Her eyes wide for a moment with the deer-in-the-headlights look, but they soon changed as if seeing me for the very first time in her life. Her pen scribbled a short sentence. Her other hand closed the journal in a fluid motion. She stood up.
“I’m going to go get a thing of milk. I will be back in three minutes. Go back to Genna, Gina, Brad, Sam, Lexi, Don, Chad, and Marianna.”
I was expecting a straightforward answer, but no such luck. Her monotone and that listing threw me even more. “Should I come back?” I asked.
“No. Don’t. Come back only when you’re ready to sit with me every day at lunch.” I nearly laughed at her melodramatic response before I realized that she was right. She wanted me to find out why I’d watched her every day. She wanted me to find out why I’d been so intent on finding her and sitting with her.
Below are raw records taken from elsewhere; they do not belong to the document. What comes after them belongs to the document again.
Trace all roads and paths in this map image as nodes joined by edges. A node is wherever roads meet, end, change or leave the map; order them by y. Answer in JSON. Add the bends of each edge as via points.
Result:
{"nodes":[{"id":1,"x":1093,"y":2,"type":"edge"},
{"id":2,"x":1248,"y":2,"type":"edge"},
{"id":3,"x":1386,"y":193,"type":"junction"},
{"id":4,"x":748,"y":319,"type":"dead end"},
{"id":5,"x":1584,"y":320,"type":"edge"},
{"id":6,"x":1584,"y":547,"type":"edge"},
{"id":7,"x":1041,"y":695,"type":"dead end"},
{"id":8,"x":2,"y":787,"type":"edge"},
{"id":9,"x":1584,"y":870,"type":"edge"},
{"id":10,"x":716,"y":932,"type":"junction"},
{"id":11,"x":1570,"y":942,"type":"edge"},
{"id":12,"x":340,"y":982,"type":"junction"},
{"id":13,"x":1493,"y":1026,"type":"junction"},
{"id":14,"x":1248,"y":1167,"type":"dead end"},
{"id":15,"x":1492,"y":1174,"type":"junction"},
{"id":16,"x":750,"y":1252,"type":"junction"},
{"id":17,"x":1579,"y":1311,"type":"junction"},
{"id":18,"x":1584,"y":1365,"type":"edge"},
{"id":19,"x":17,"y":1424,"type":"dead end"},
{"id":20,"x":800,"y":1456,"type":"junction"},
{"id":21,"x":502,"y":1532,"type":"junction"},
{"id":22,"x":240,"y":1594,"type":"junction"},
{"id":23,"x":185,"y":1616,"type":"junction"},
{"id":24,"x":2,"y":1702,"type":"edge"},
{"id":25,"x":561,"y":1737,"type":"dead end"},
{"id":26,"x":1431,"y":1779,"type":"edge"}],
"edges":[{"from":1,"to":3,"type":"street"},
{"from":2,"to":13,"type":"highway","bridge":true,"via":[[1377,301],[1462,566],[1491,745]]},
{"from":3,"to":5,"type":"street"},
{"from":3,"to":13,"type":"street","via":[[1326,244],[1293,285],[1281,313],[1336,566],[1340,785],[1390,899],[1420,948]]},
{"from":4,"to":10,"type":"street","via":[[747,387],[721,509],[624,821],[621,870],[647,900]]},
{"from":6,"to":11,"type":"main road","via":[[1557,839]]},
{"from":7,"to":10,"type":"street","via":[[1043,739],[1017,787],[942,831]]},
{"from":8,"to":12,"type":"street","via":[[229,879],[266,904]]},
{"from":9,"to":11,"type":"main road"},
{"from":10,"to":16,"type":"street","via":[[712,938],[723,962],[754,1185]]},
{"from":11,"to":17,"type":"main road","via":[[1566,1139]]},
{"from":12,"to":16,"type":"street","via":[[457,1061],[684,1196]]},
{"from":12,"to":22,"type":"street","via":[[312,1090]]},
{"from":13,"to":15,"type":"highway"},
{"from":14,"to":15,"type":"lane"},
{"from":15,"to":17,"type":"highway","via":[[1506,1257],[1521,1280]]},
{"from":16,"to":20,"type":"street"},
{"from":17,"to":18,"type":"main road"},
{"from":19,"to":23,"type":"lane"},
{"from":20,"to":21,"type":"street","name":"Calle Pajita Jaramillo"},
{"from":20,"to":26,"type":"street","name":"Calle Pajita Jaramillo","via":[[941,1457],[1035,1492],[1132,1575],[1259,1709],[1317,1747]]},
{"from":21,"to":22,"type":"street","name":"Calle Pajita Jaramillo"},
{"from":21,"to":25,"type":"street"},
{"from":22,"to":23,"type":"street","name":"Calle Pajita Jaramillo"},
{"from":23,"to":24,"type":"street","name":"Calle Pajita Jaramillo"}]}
She wanted to be sure that my sitting here was real, that this actually meant something.
She left as she’d promised to, but made a critical mistake. Her journal was sitting there on the table, unguarded and alone for maybe the first time ever. As soon as I touched it, though, I was sure that it was no mistake. I started flipping through, past colorful sentences and sketched doodles, searching for that one page where there were sentences crossed out. Skipping those, I found the only one that remained intact.
Met Darrel Savoca today. He’s nice. I like him.
I was shocked for a moment before I started to laugh. The people around me must have thought I was crazy, laughing at two tiny sentences from Charlotte-The-Weird-Girl’s journal. But at that moment, the people around me didn’t matter quite so much.
I stood smiling, ready to comply with her demand. That question I couldn’t create still remained along with many others, but the itch to learn the answer wasn’t as painful this time as before it was before I’d met her. It really wasn’t painful at all.